Route information
- Length: 21 mi (34 km)

Major junctions
- South end: Nakawuka
- Kasanje
- North end: Mpigi

Location
- Country: Uganda

Highway system
- Roads in Uganda;

= Nakawuka–Kasanje–Mpigi Road =

Ugandan road

The Nakawuka–Kasanje–Mpigi Road (Note: Also referred to as Mpigi-Kasanje-Nakawuka Road) is a loose surface road in the Central Region of Uganda, connecting the towns of Nakawuka and Kasanje in Wakiso District to the city of Mpigi, the district capital of Mpigi District. When completed, the road is expected to ease travel between the city of Entebbe and Mpigi, Masaka and communities in the Western Region of Uganda. The road bypasses the road traffic congestion around Kampala, the national capital.

==Location==
The road starts at Nakawuka and travels southwestwards to Kasanje, a distance of approximately 10 km. From Kasanje, the road makes a turn northwestwards towards Mpigi, where it ends at the Kampala-Masaka Road, a distance of about 12 km.

Also from Kasanje, an extension of this road travels southeastwards to the neighborhood of Buwaya, a distance of about 9 km. A distance estimated at 2 km across open water separates Buwaya and Nakiwogo Landing Site of the Entebbe Peninsular. On the map, the Nakiwogo-Mpigi section of this road is referred to as the Kasanje Road.

==Upgrade to class II bitumen==
The government of Uganda, with prodding from stakeholders are in the process of upgrading this road as well as the adjacent Kisubi-Nakawuka Road (14 km) to class II bitumen surface, with drainage channels, culverts and shoulders.

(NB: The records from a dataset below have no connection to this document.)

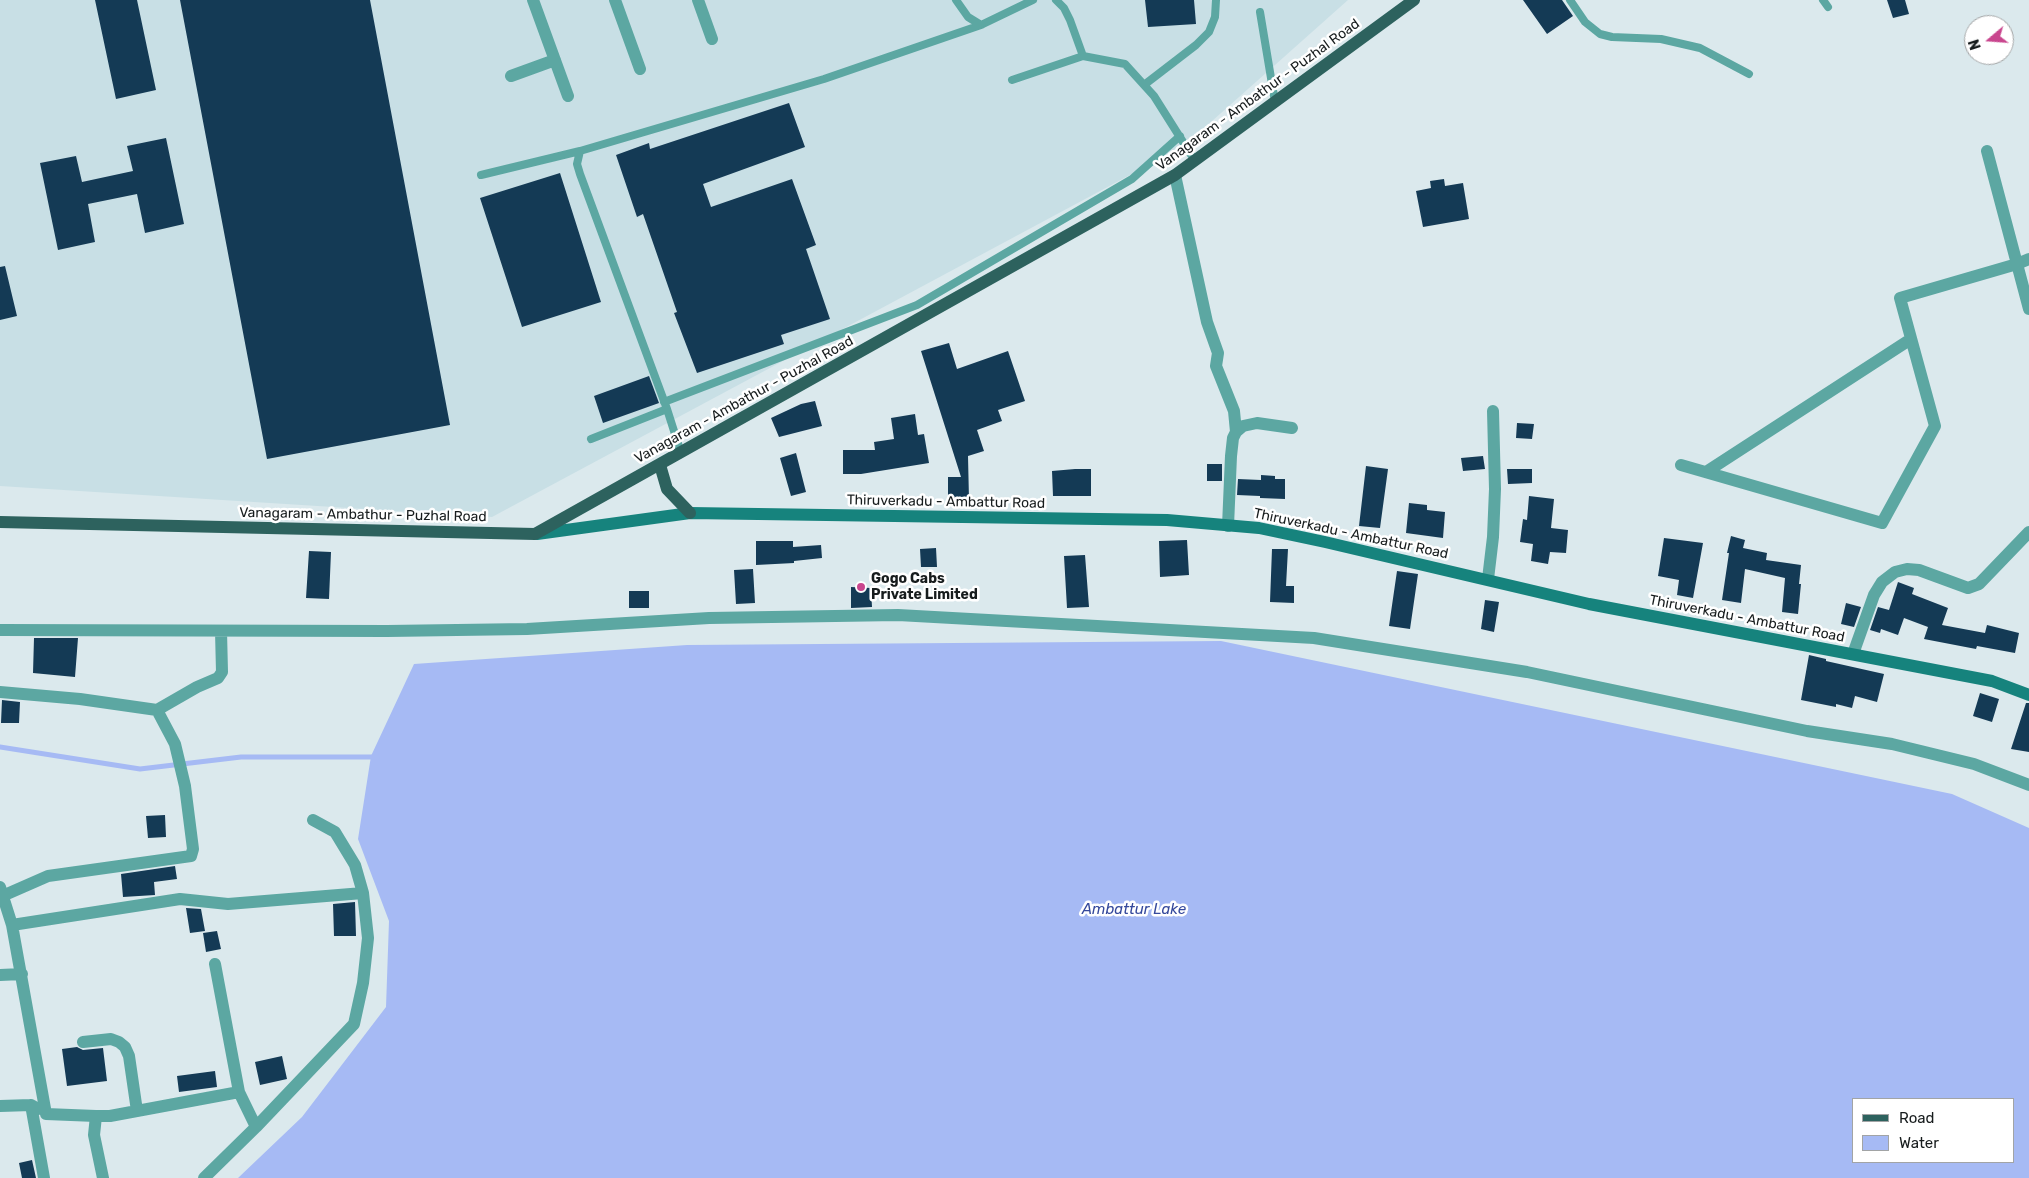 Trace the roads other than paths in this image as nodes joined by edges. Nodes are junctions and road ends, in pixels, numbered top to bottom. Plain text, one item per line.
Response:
1 (533, 0) edge
2 (615, 0) edge
3 (698, 0) edge
4 (956, 0) edge
5 (1033, 0) edge
6 (1056, 0) edge
7 (1216, 0) edge
8 (1414, 0) edge
9 (1570, 0) edge
10 (1260, 12) dead end
11 (981, 25) junction
12 (712, 39) dead end
13 (1083, 56) junction
14 (555, 60) junction
15 (640, 69) dead end
16 (1749, 74) dead end
17 (511, 76) dead end
18 (1012, 80) dead end
19 (1144, 85) junction
20 (568, 96) dead end
21 (1275, 102) junction
22 (1180, 136) junction
23 (1987, 150) dead end
24 (580, 151) junction
25 (1194, 161) junction
26 (481, 175) dead end
27 (1175, 175) junction
28 (2029, 259) edge
29 (2017, 264) junction
30 (2029, 309) edge
31 (1911, 339) junction
32 (665, 405) junction
33 (1493, 411) dead end
34 (1292, 428) dead end
35 (1236, 432) junction
36 (592, 439) dead end
37 (681, 453) junction
38 (660, 465) junction
39 (1681, 465) dead end
40 (1706, 472) junction
41 (690, 513) junction
42 (0, 522) edge
43 (1228, 526) junction
44 (2029, 532) edge
45 (535, 534) junction
46 (1488, 579) junction
47 (0, 630) edge
48 (221, 632) junction
49 (1853, 654) junction
50 (0, 692) edge
51 (2029, 695) edge
52 (157, 710) junction
53 (2029, 785) edge
54 (313, 820) dead end
55 (1, 893) edge
56 (363, 893) junction
57 (12, 925) junction
58 (215, 964) dead end
59 (22, 974) junction
60 (0, 975) edge
61 (83, 1042) dead end
62 (239, 1092) junction
63 (31, 1105) junction
64 (0, 1106) edge
65 (137, 1111) junction
66 (46, 1114) junction
67 (96, 1116) junction
68 (256, 1127) junction
69 (44, 1178) edge
70 (103, 1178) edge
71 (204, 1178) edge

1 - 14 street
2 - 15 street
3 - 12 street
4 - 11 lane
5 - 11 lane
6 - 13 lane
7 - 19 lane
8 - 21 main road, Vanagaram - Ambathur - Puzhal Road
9 - 16 lane
10 - 21 lane
11 - 24 lane
13 - 18 lane
13 - 19 lane
14 - 17 street
14 - 20 street
19 - 22 lane
21 - 25 main road, Vanagaram - Ambathur - Puzhal Road
22 - 25 lane
22 - 32 lane
23 - 29 street
24 - 26 lane
24 - 32 lane
25 - 27 main road, Vanagaram - Ambathur - Puzhal Road
27 - 35 street
27 - 37 main road, Vanagaram - Ambathur - Puzhal Road
28 - 29 street
29 - 30 street
29 - 31 street
31 - 40 street
31 - 40 street
32 - 36 lane
32 - 37 lane
33 - 46 street
34 - 35 street
35 - 43 street
37 - 38 main road, Vanagaram - Ambathur - Puzhal Road
38 - 41 main road
38 - 45 main road, Vanagaram - Ambathur - Puzhal Road
39 - 40 street
41 - 43 main road, Thiruverkadu - Ambattur Road
41 - 45 main road, Thiruverkadu - Ambattur Road
42 - 45 main road, Vanagaram - Ambathur - Puzhal Road
43 - 46 main road, Thiruverkadu - Ambattur Road
44 - 49 street
46 - 49 main road, Thiruverkadu - Ambattur Road
47 - 48 street
48 - 52 street
48 - 53 street
49 - 51 main road, Thiruverkadu - Ambattur Road
50 - 52 street
52 - 55 street
54 - 56 street
55 - 57 street
56 - 57 street
56 - 68 street
57 - 59 street
58 - 62 street
59 - 60 street
59 - 66 street
61 - 65 street
62 - 65 street
62 - 68 street
63 - 64 street
63 - 66 street
63 - 69 street
65 - 67 street
66 - 67 street
67 - 70 street
68 - 71 street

Under those plans, a suspension bridge measuring approximately 4 km is planned across Lake Nalubaale, between Nakiwogo and Buwaya. After completion, transit time between Entebbe and Mpigi is expected to reduce to less than thirty minutes from the current two hours.

==Developments==
In August 2021, Yoweri Museveni, the President of Uganda directed Allen Kagina, the executive director of the Uganda National Roads Authority (UNRA), to award the construction contract of this road to China Communications Construction Company (CCCC), under the pre-financing model. Under this arrangement, CCCC would start work of designing and constructing the road, using own money and be paid by government in the second or third year of the project. In April 2022, UNRA listed this road under those in the "bidding stage".